When Abraham Lincoln Told America to Pray and Repent

by | Oct 13, 2017 | Christianity Today | 2 comments

“Intoxicated with unbroken success, we have become too self-sufficient to feel the necessity of redeeming and preserving grace, too proud to pray to the God that made us!  It behooves us then, to humble ourselves before the offended Power, to confess our national sins, and to pray for clemency and forgiveness.”

 

By the President of the United States of America.

A Proclamation.

Whereas, the Senate of the United States, devoutly recognizing the Supreme Authority and just Government of Almighty God, in all the affairs of men and of nations, has, by a resolution, requested the President to designate and set apart a day for National prayer and humiliation.

And whereas it is the duty of nations as well as of men, to own their dependence upon the overruling power of God, to confess their sins and transgressions, in humble sorrow, yet with assured hope that genuine repentance will lead to mercy and pardon; and to recognize the sublime truth, announced in the Holy Scriptures and proven by all history, that those nations only are blessed whose God is the Lord.

And, insomuch as we know that, by His divine law, nations like individuals are subjected to punishments and chastisements in this world, may we not justly fear that the awful calamity of civil war, which now desolates the land, may be but a punishment, inflicted upon us, for our presumptuous sins, to the needful end of our national reformation as a whole People? We have been the recipients of the choicest bounties of Heaven. We have been preserved, these many years, in peace and prosperity. We have grown in numbers, wealth and power, as no other nation has ever grown. But we have forgotten God.

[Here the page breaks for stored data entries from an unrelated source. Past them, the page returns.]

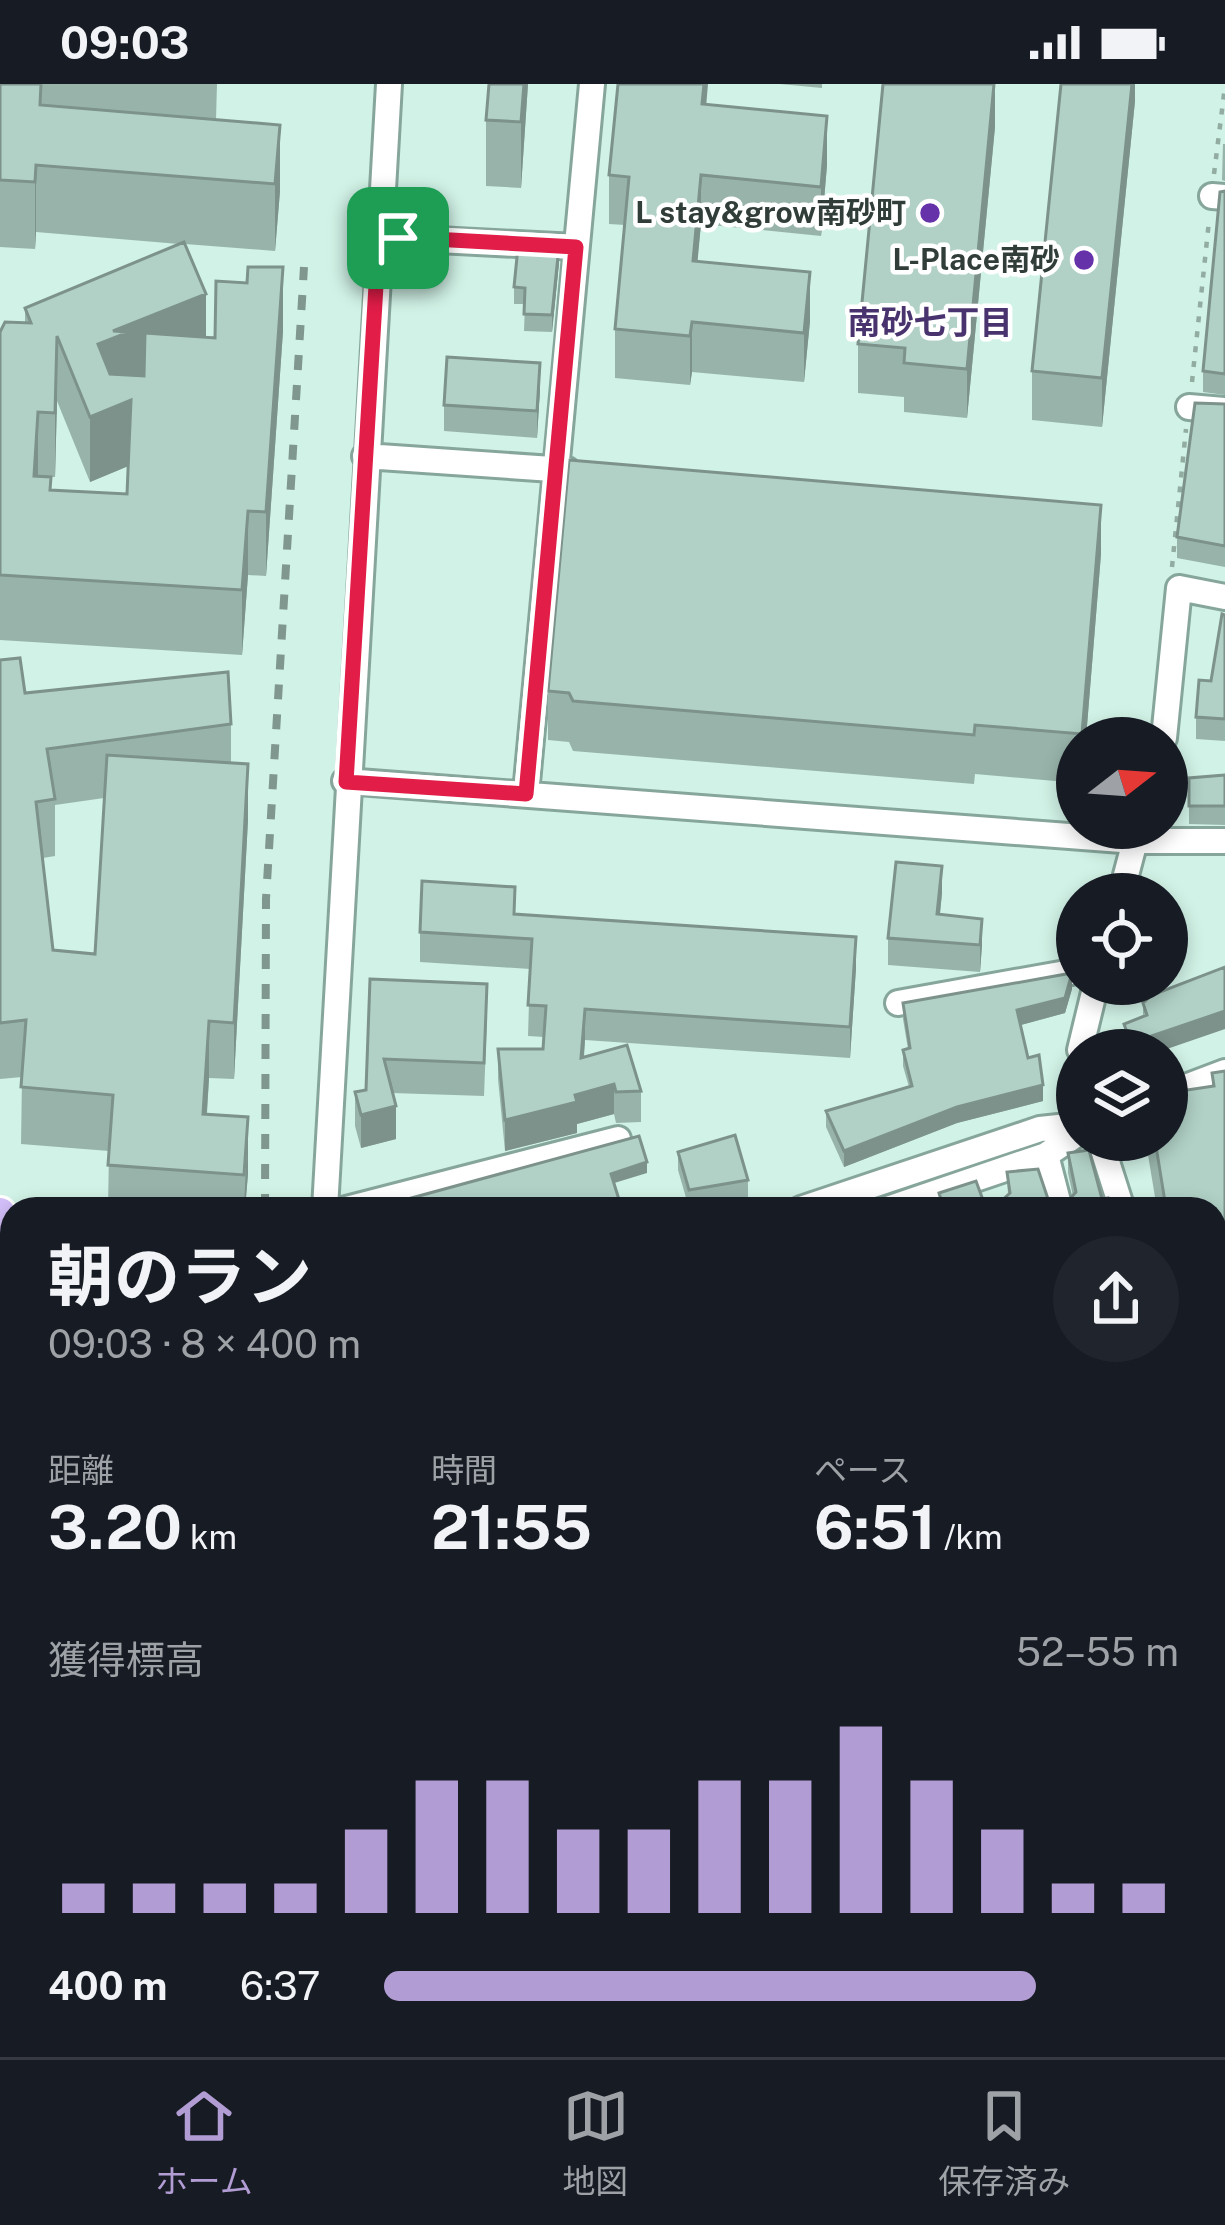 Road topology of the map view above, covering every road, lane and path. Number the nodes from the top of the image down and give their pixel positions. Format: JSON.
{"nodes":[{"id":1,"x":389,"y":84,"type":"edge"},
{"id":2,"x":592,"y":84,"type":"edge"},
{"id":3,"x":1225,"y":86,"type":"edge"},
{"id":4,"x":1219,"y":196,"type":"edge"},
{"id":5,"x":379,"y":236,"type":"junction"},
{"id":6,"x":576,"y":247,"type":"junction"},
{"id":7,"x":1189,"y":407,"type":"junction"},
{"id":8,"x":1225,"y":410,"type":"edge"},
{"id":9,"x":365,"y":457,"type":"junction"},
{"id":10,"x":556,"y":469,"type":"junction"},
{"id":11,"x":590,"y":471,"type":"edge"},
{"id":12,"x":1179,"y":588,"type":"junction"},
{"id":13,"x":1225,"y":597,"type":"edge"},
{"id":14,"x":1166,"y":717,"type":"edge"},
{"id":15,"x":346,"y":782,"type":"junction"},
{"id":16,"x":526,"y":794,"type":"junction"},
{"id":17,"x":1056,"y":831,"type":"edge"},
{"id":18,"x":1188,"y":839,"type":"edge"},
{"id":19,"x":1225,"y":841,"type":"edge"},
{"id":20,"x":1056,"y":974,"type":"edge"},
{"id":21,"x":898,"y":1004,"type":"edge"},
{"id":22,"x":1225,"y":1072,"type":"edge"},
{"id":23,"x":1188,"y":1086,"type":"edge"},
{"id":24,"x":1056,"y":1129,"type":"edge"},
{"id":25,"x":618,"y":1139,"type":"edge"},
{"id":26,"x":1056,"y":1147,"type":"edge"},
{"id":27,"x":1046,"y":1155,"type":"junction"},
{"id":28,"x":1106,"y":1161,"type":"edge"},
{"id":29,"x":987,"y":1175,"type":"junction"},
{"id":30,"x":326,"y":1197,"type":"edge"},
{"id":31,"x":393,"y":1197,"type":"edge"},
{"id":32,"x":837,"y":1197,"type":"edge"},
{"id":33,"x":939,"y":1197,"type":"edge"},
{"id":34,"x":992,"y":1197,"type":"edge"},
{"id":35,"x":1057,"y":1197,"type":"edge"},
{"id":36,"x":1117,"y":1197,"type":"edge"}],
"edges":[{"from":1,"to":5,"type":"street"},
{"from":2,"to":6,"type":"street"},
{"from":3,"to":4,"type":"path"},
{"from":4,"to":7,"type":"path"},
{"from":5,"to":6,"type":"street"},
{"from":5,"to":9,"type":"street"},
{"from":6,"to":10,"type":"street"},
{"from":7,"to":8,"type":"street"},
{"from":7,"to":12,"type":"path"},
{"from":9,"to":10,"type":"street"},
{"from":9,"to":15,"type":"street"},
{"from":10,"to":11,"type":"street"},
{"from":10,"to":16,"type":"street"},
{"from":12,"to":13,"type":"street"},
{"from":12,"to":14,"type":"street"},
{"from":15,"to":16,"type":"street"},
{"from":15,"to":30,"type":"street"},
{"from":16,"to":17,"type":"street"},
{"from":18,"to":19,"type":"street"},
{"from":20,"to":21,"type":"street"},
{"from":22,"to":23,"type":"street"},
{"from":24,"to":32,"type":"street"},
{"from":25,"to":31,"type":"street"},
{"from":26,"to":27,"type":"street"},
{"from":27,"to":29,"type":"street"},
{"from":27,"to":35,"type":"street"},
{"from":28,"to":36,"type":"street"},
{"from":29,"to":33,"type":"street"},
{"from":29,"to":34,"type":"street"}]}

We have forgotten the gracious hand which preserved us in peace, and multiplied and enriched and strengthened us; and we have vainly imagined, in the deceitfulness of our hearts, that all these blessings were produced by some superior wisdom and virtue of our own. Intoxicated with unbroken success, we have become too self-sufficient to feel the necessity of redeeming and preserving grace, too proud to pray to the God that made us!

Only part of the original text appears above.